(DATA)

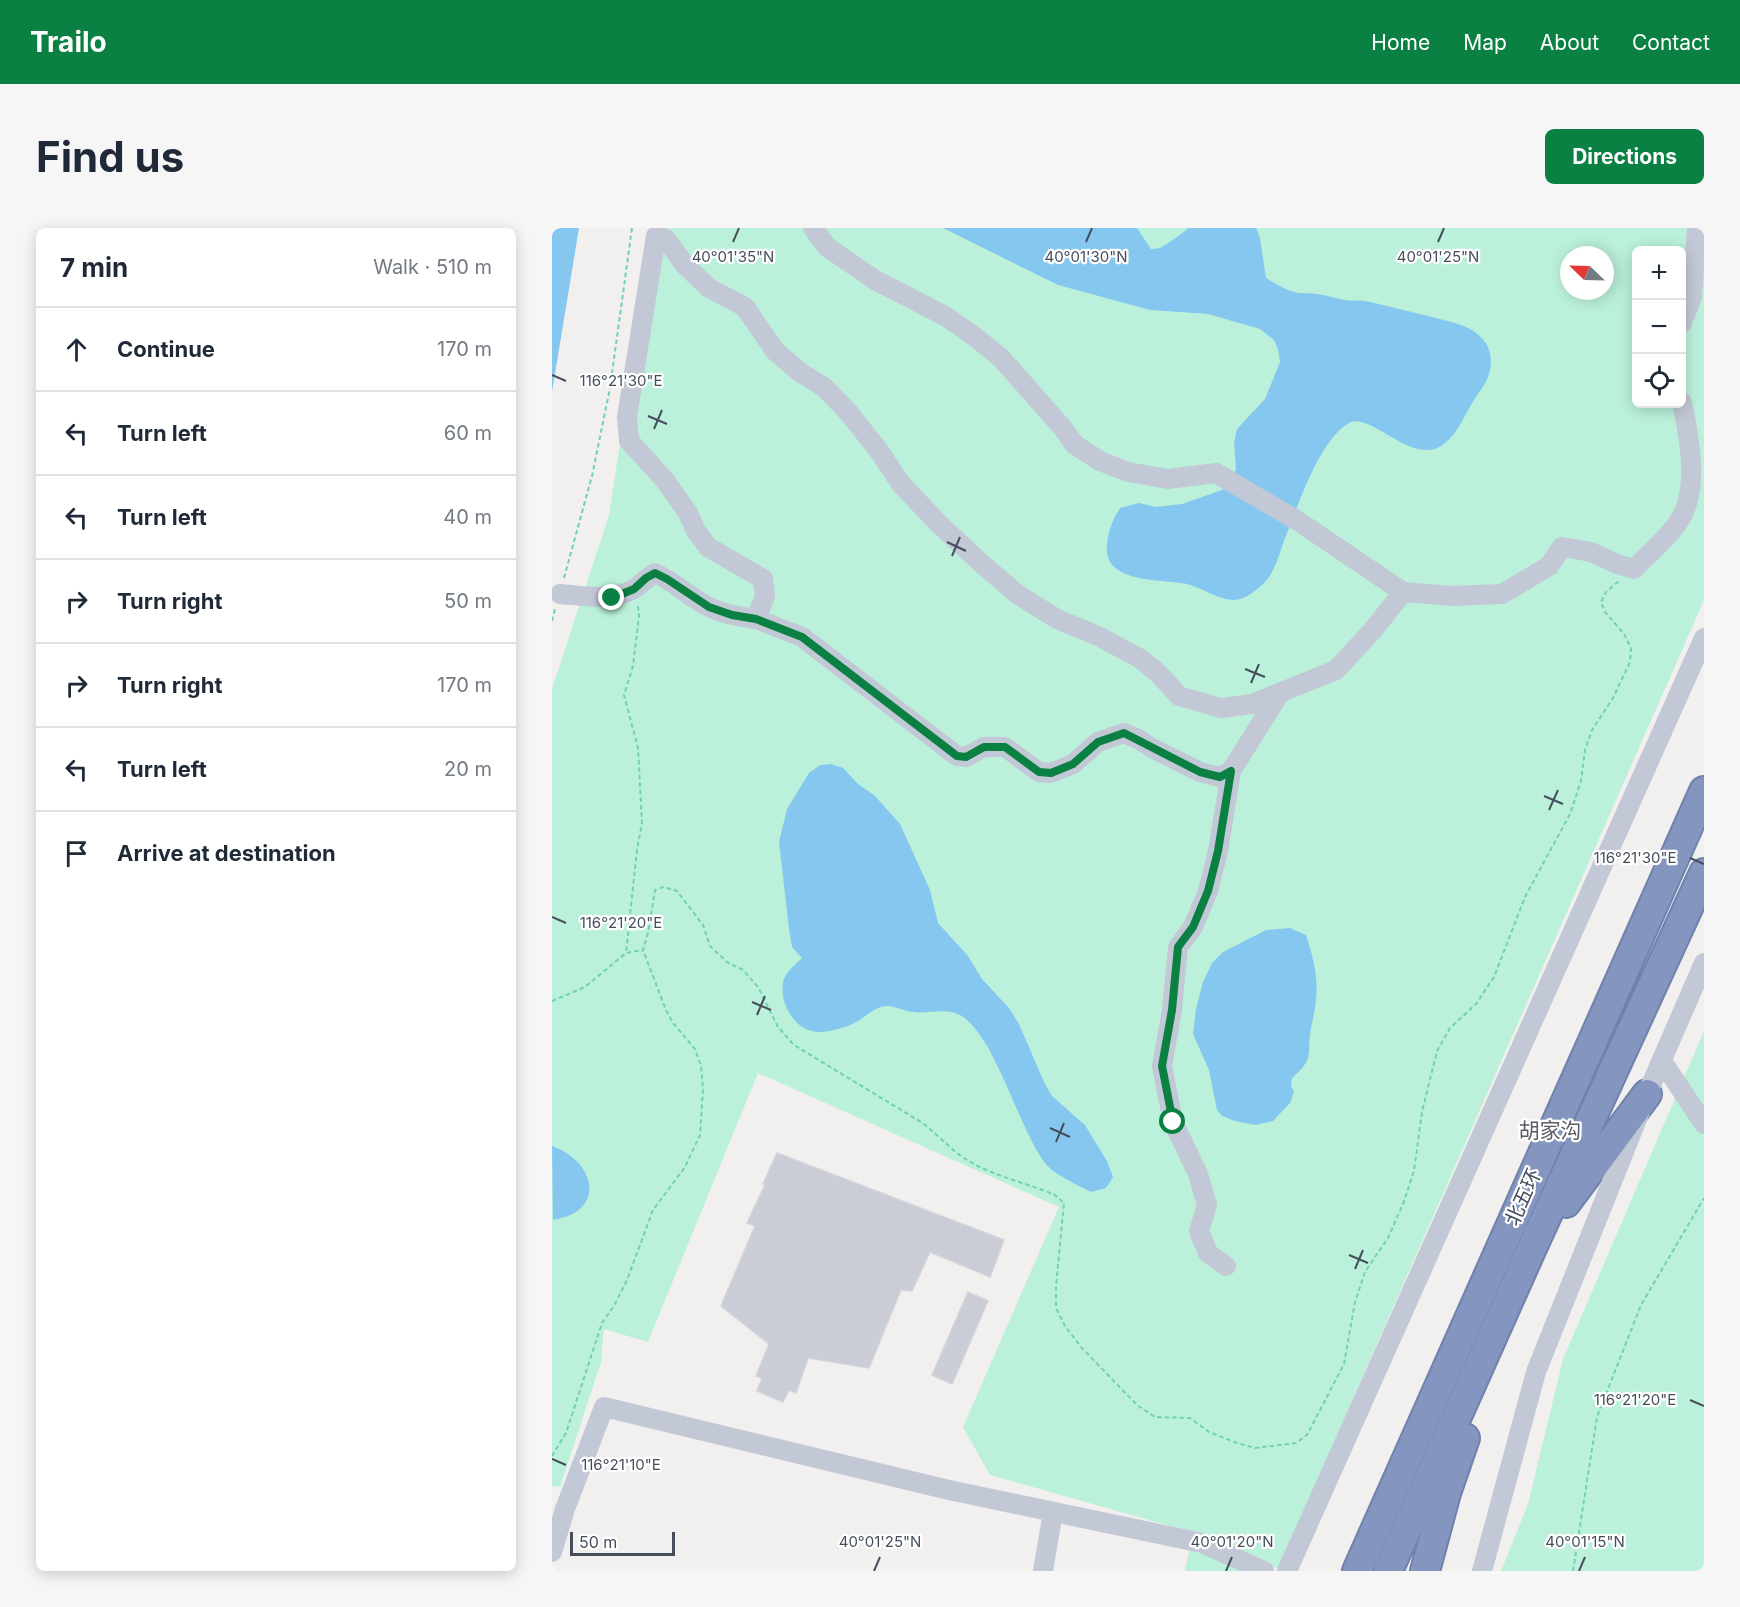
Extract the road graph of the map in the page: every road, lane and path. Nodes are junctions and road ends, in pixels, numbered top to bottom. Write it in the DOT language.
graph roads {
  1 [pos="632,228"];
  2 [pos="813,228"];
  3 [pos="1697,228"];
  4 [pos="1686,313"];
  5 [pos="1683,408"];
  6 [pos="1634,569"];
  7 [pos="634,589"];
  8 [pos="1403,592"];
  9 [pos="560,594"];
  10 [pos="756,619"];
  11 [pos="552,621"];
  12 [pos="1704,638"];
  13 [pos="1280,693"];
  14 [pos="1231,771"];
  15 [pos="1704,791"];
  16 [pos="1704,873"];
  17 [pos="643,950"];
  18 [pos="626,953"];
  19 [pos="1704,963"];
  20 [pos="552,1001"];
  21 [pos="1662,1061"];
  22 [pos="1647,1094"];
  23 [pos="1704,1124"];
  24 [pos="1704,1198"];
  25 [pos="1528,1258"];
  26 [pos="1226,1266"];
  27 [pos="552,1456"];
  28 [pos="1053,1512"];
  29 [pos="552,1552"];
  30 [pos="1426,1568"];
  31 [pos="1044,1571"];
  32 [pos="1264,1571"];
  33 [pos="1287,1571"];
  34 [pos="1357,1571"];
  35 [pos="1389,1571"];
  36 [pos="1482,1571"];
  37 [pos="1573,1571"];
  1 -- 9 [label="path"];
  2 -- 8 [label="street"];
  3 -- 4 [label="street"];
  5 -- 6 [label="street"];
  6 -- 8 [label="street"];
  6 -- 17 [label="path"];
  7 -- 9 [label="street"];
  7 -- 10 [label="street"];
  7 -- 18 [label="path"];
  8 -- 13 [label="street"];
  9 -- 11 [label="path"];
  10 -- 13 [label="street"];
  10 -- 14 [label="street"];
  12 -- 33 [label="street"];
  13 -- 14 [label="street"];
  14 -- 26 [label="street"];
  15 -- 34 [label="highway, 北五环"];
  16 -- 25 [label="highway, 北五环"];
  17 -- 18 [label="path"];
  17 -- 27 [label="path"];
  18 -- 20 [label="path"];
  19 -- 21 [label="street"];
  21 -- 22 [label="street"];
  21 -- 23 [label="street"];
  22 -- 25 [label="highway"];
  22 -- 36 [label="street"];
  24 -- 37 [label="path"];
  25 -- 30 [label="highway"];
  25 -- 35 [label="highway, 北五环"];
  28 -- 29 [label="street"];
  28 -- 31 [label="street"];
  28 -- 32 [label="street"];
}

(End DATA)

## EXERCISE OBJECTIVE
Without including the pictures, copy all of the data exactly.

## OUTPUT OF THE EXERCISE
Extract the road graph of the map in the page: every road, lane and path. Nodes are junctions and road ends, in pixels, numbered top to bottom. Write it in the DOT language.
graph roads {
  1 [pos="632,228"];
  2 [pos="813,228"];
  3 [pos="1697,228"];
  4 [pos="1686,313"];
  5 [pos="1683,408"];
  6 [pos="1634,569"];
  7 [pos="634,589"];
  8 [pos="1403,592"];
  9 [pos="560,594"];
  10 [pos="756,619"];
  11 [pos="552,621"];
  12 [pos="1704,638"];
  13 [pos="1280,693"];
  14 [pos="1231,771"];
  15 [pos="1704,791"];
  16 [pos="1704,873"];
  17 [pos="643,950"];
  18 [pos="626,953"];
  19 [pos="1704,963"];
  20 [pos="552,1001"];
  21 [pos="1662,1061"];
  22 [pos="1647,1094"];
  23 [pos="1704,1124"];
  24 [pos="1704,1198"];
  25 [pos="1528,1258"];
  26 [pos="1226,1266"];
  27 [pos="552,1456"];
  28 [pos="1053,1512"];
  29 [pos="552,1552"];
  30 [pos="1426,1568"];
  31 [pos="1044,1571"];
  32 [pos="1264,1571"];
  33 [pos="1287,1571"];
  34 [pos="1357,1571"];
  35 [pos="1389,1571"];
  36 [pos="1482,1571"];
  37 [pos="1573,1571"];
  1 -- 9 [label="path"];
  2 -- 8 [label="street"];
  3 -- 4 [label="street"];
  5 -- 6 [label="street"];
  6 -- 8 [label="street"];
  6 -- 17 [label="path"];
  7 -- 9 [label="street"];
  7 -- 10 [label="street"];
  7 -- 18 [label="path"];
  8 -- 13 [label="street"];
  9 -- 11 [label="path"];
  10 -- 13 [label="street"];
  10 -- 14 [label="street"];
  12 -- 33 [label="street"];
  13 -- 14 [label="street"];
  14 -- 26 [label="street"];
  15 -- 34 [label="highway, 北五环"];
  16 -- 25 [label="highway, 北五环"];
  17 -- 18 [label="path"];
  17 -- 27 [label="path"];
  18 -- 20 [label="path"];
  19 -- 21 [label="street"];
  21 -- 22 [label="street"];
  21 -- 23 [label="street"];
  22 -- 25 [label="highway"];
  22 -- 36 [label="street"];
  24 -- 37 [label="path"];
  25 -- 30 [label="highway"];
  25 -- 35 [label="highway, 北五环"];
  28 -- 29 [label="street"];
  28 -- 31 [label="street"];
  28 -- 32 [label="street"];
}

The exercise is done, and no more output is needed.